Posts Tagged ‘workshops’

This week in Seemore Green, we had planned a composting workshop for Tuesday, but due to the Chebucto madness, we are going to postpone the workshop for a week, and head down to city hall for a celebration of Active Community.
This tuesday July 8th @ 5pm Grand Parade Square.
There will be music and dancing. Wear yellow, bring your friends, bring your kids and LETS SHOW OUR COUNCIL WHAT WE VALUE FOR OUR FUTURE AND OUR COMMUNITIES.

On Wednesday, Jomni has been doing residential worm composting workshops.
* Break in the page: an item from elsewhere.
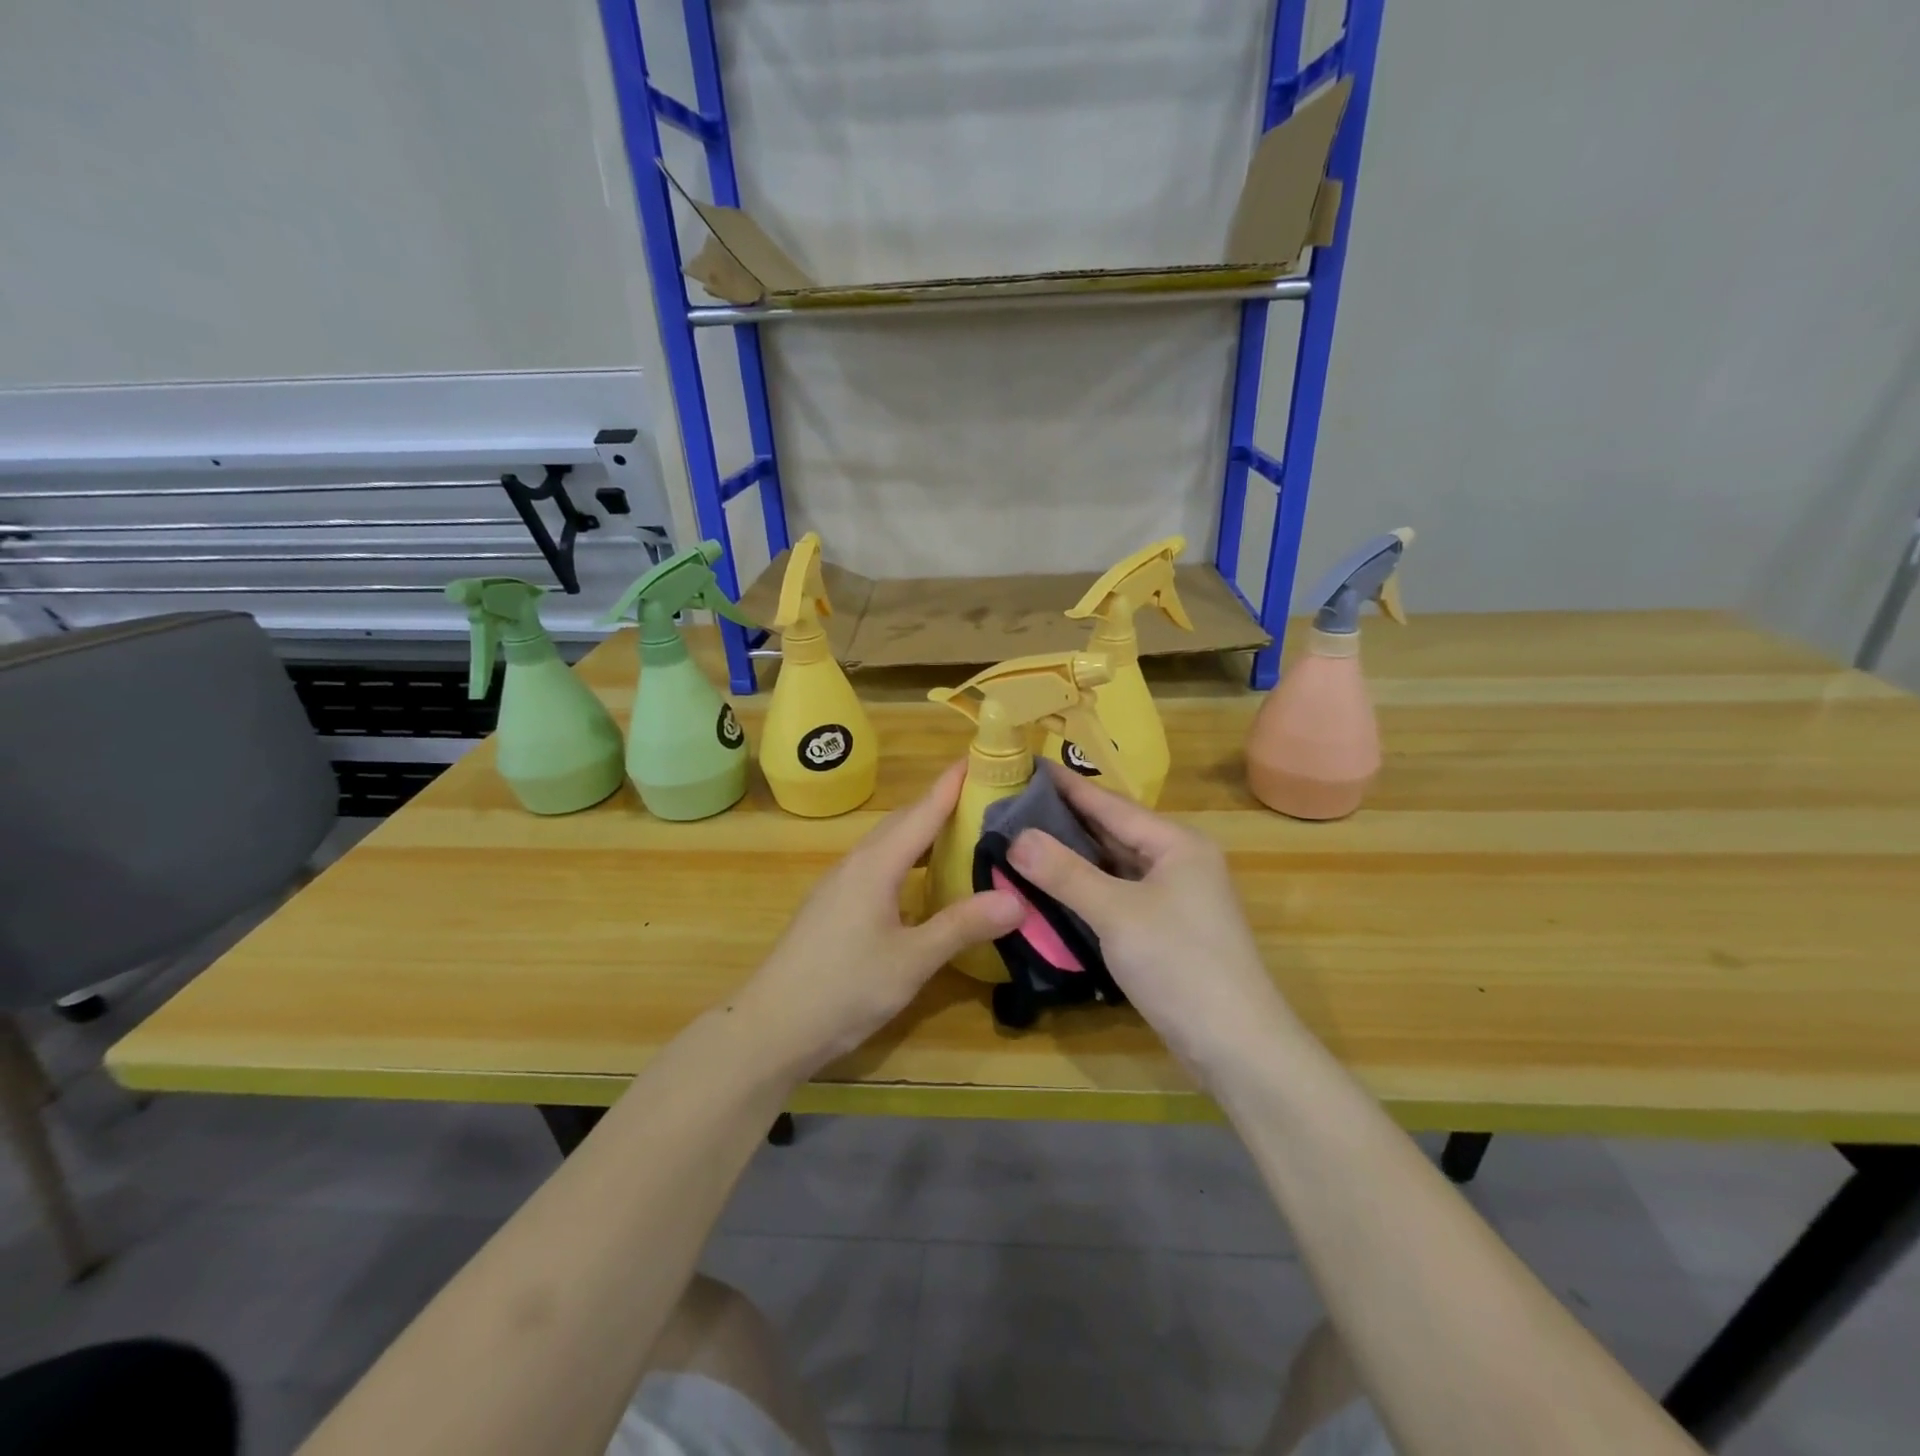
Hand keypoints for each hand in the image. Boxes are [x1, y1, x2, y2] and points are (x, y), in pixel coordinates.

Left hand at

If you are interested, contact: micheljv (at) hotmail.com

On Saturday, at the Freeskool, David Greenberg is doing a talk “Looking at our food system, from tragic times to abundance for all”, at 3pm. Check the Freeskool site for info: http://halifaxfreeskool.wikispaces.com/

2. So the July schedule now looks like this:

July 15th Urban Composting with Compostmeister Silas Magee. 5pm.
July 19th. 24 hour zine extravaganza at Anchor Archive: we want to do a fleet of zines; we have topics, and need more ‘ziners. If you want to join in, email honeybee (at) nspirg.org
July 22. Welcoming the Bees!!! How to have urban honeybees, the first of our new ongoing project and workshop series.
July 29. Wildharvesting Walkabout; finding medicines and dye plants with Jayme and Brenna.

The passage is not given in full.